I’m a guitar player in a piano player’s world. In the context of Black gospel music, the guitar is not considered a lead instrument. Most choirs rely on keys, organ, or synths to lead the band and the guitar plays a support role by playing rhythm parts or maybe lead fills. To make matters worse, I’m a white dude and most white dudes show up to a cross-cultural worship setting with their beautiful Taylor or Martin acoustic and when the set-list strays from Houghton-esque “rockspel” then then they find that their guitar becomes less relevant. Then things get really ugly when the set-list includes a more traditional black gospel song. The guitar becomes downright offensive as the acoustic strum-er starts to make the urban, Chicago-style  Black gospel sound more and more like rural Nashville-style SOUTHERN gospel. There’s a BIG difference.

It’s not the guitar player’s fault. They have not been taught in the traditional of gospel guitar players like the great Sister Rosetta Tharp or the slightly more modern sounds of Pops Staples 

A good place to start is the 16 bar gospel form. My church sings a number of songs that use variations of this form: “Glory Glory Hallelujah”, “Jesus is on the Mainline”,  “I Said I Wasn’t Gonna Tell”, “Now Let Us Sing”, and even more moderate tempo “God is A Good God”.

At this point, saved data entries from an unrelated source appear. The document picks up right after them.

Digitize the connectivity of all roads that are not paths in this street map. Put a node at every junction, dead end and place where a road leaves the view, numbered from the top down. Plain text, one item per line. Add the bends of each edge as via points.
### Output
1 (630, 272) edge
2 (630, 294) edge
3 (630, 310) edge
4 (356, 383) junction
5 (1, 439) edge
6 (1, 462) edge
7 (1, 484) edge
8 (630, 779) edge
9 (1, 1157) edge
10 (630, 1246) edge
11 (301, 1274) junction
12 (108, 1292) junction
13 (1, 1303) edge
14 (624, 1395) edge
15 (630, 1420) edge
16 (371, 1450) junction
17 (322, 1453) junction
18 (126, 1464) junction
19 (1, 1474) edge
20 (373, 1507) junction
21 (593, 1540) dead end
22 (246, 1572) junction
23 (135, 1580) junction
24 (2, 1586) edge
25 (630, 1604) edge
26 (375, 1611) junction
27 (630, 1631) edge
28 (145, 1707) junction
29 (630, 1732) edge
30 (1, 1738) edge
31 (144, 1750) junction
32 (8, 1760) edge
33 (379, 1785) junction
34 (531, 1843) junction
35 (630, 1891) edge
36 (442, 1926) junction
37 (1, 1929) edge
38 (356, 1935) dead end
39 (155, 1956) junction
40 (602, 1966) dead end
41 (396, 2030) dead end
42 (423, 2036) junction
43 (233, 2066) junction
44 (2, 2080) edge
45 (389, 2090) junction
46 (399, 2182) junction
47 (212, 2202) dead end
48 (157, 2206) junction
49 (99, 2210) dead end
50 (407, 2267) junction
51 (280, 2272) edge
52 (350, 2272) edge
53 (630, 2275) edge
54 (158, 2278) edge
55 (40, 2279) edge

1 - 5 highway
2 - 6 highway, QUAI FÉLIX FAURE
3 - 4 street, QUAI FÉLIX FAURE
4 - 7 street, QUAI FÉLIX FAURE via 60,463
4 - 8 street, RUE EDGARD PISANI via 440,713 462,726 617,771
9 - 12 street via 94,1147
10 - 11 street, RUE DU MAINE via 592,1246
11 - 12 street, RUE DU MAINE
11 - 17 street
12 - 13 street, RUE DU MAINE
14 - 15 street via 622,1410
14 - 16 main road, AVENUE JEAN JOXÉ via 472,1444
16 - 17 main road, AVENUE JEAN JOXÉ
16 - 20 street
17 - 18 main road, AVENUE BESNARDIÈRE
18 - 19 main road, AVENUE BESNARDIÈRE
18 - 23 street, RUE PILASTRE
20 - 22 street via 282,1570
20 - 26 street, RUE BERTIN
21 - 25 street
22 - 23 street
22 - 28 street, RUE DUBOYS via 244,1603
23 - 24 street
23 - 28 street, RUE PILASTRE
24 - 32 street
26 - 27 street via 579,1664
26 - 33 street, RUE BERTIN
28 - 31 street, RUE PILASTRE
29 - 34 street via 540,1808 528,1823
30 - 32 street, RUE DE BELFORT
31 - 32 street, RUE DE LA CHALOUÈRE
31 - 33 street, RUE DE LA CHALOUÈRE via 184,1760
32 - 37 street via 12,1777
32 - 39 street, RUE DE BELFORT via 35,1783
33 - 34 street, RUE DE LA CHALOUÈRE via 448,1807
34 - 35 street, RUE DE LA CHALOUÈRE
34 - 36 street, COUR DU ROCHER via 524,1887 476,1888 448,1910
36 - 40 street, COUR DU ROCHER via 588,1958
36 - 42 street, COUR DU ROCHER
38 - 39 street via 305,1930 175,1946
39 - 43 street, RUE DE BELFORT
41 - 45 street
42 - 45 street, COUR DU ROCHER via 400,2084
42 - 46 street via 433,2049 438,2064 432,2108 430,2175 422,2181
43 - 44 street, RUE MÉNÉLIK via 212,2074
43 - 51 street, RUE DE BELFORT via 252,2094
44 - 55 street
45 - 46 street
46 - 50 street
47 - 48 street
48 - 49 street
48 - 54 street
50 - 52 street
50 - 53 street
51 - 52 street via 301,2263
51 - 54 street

Our children’s choir is working on an old southern gospel tune called “Glory Glory Glory Somebody Touched Me” which is all over youtube being performed by everyone from bluegrass legends to tiny little southern baptist churches. I had to make a demo for the kids to sing along with and I made my best effort to give it a little more “blues” and a little less “bluegrass”.  This represents how I would play a 16 bar gospel song especially in a setting where I was the only instrument. There’s a driving quarters bass sound that implies what a bass player would do and I’m hitting the muted strings on 2 & 4 to simulate a snare drum. The chromatic lead-in to the dominant at the end of each chorus is a cliche that helps define the style. The results also make a play-along demo for bass or drums to practice their gospel chops or for lead instruments to practice improvising.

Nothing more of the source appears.